WORK TO COMPLETE:
Every line with the string "roads" must be copied from the entries below.

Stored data
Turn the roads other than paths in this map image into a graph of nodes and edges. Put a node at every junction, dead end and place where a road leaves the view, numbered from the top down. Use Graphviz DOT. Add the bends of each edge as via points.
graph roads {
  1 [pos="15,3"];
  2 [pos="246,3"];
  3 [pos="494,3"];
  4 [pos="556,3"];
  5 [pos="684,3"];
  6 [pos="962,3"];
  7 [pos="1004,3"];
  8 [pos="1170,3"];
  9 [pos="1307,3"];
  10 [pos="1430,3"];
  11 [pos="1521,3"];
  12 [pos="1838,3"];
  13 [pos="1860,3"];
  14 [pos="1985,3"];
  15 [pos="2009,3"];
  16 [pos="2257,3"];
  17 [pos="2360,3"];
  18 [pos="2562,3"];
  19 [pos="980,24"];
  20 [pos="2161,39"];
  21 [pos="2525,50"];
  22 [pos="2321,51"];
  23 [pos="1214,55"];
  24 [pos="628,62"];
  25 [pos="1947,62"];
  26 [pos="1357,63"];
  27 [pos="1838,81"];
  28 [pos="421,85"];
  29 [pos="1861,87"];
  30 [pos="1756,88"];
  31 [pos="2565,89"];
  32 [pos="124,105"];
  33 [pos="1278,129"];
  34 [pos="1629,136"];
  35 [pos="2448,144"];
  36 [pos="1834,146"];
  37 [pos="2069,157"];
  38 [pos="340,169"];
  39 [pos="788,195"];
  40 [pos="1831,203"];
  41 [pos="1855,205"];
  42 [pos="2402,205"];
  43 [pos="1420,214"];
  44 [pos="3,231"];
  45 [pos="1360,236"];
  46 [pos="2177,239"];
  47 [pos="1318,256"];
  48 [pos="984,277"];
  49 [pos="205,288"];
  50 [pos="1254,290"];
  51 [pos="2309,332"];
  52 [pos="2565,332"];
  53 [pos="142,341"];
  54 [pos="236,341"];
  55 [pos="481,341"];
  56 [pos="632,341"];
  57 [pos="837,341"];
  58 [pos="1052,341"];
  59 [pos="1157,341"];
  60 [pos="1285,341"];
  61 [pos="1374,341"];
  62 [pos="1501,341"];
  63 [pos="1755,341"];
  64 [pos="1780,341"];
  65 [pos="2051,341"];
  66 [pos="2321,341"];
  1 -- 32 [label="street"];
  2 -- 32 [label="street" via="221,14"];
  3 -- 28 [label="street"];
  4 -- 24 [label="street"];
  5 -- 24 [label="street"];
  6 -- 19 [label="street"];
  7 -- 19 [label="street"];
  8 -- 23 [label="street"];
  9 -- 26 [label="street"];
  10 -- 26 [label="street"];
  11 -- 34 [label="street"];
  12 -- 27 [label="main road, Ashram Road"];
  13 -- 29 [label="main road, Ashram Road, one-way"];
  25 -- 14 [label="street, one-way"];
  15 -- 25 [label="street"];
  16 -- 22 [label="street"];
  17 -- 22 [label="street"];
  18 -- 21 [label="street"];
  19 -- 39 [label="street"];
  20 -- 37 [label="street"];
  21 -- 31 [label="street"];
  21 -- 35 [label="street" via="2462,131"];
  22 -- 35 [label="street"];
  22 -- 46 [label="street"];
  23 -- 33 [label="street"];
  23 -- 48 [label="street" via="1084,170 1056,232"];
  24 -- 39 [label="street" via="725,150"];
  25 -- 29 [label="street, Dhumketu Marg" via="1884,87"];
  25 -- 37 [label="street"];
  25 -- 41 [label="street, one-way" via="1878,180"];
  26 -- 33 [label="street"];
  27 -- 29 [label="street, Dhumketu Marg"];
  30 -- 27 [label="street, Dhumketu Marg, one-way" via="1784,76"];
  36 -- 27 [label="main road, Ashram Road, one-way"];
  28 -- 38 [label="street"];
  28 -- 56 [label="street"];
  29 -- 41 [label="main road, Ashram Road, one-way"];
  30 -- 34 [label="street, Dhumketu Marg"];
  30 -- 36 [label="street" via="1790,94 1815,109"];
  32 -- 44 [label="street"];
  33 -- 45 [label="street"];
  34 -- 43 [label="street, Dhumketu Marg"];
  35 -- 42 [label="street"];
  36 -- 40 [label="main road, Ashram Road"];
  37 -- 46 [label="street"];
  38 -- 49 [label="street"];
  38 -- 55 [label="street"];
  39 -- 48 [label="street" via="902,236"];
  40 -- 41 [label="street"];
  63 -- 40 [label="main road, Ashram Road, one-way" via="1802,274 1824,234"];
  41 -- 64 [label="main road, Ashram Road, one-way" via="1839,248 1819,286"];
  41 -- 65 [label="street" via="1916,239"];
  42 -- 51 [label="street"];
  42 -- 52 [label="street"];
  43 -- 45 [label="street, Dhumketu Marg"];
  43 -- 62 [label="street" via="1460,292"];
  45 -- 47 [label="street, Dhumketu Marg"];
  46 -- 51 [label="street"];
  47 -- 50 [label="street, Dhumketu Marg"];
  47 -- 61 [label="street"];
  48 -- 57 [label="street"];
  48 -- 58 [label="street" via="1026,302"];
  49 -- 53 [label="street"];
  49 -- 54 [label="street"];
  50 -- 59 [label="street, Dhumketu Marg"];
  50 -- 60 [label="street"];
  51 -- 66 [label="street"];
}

WRITTEN RESPONSE:
Turn the roads other than paths in this map image into a graph of nodes and edges. Put a node at every junction, dead end and place where a road leaves the view, numbered from the top down. Use Graphviz DOT. Add the bends of each edge as via points.
graph roads {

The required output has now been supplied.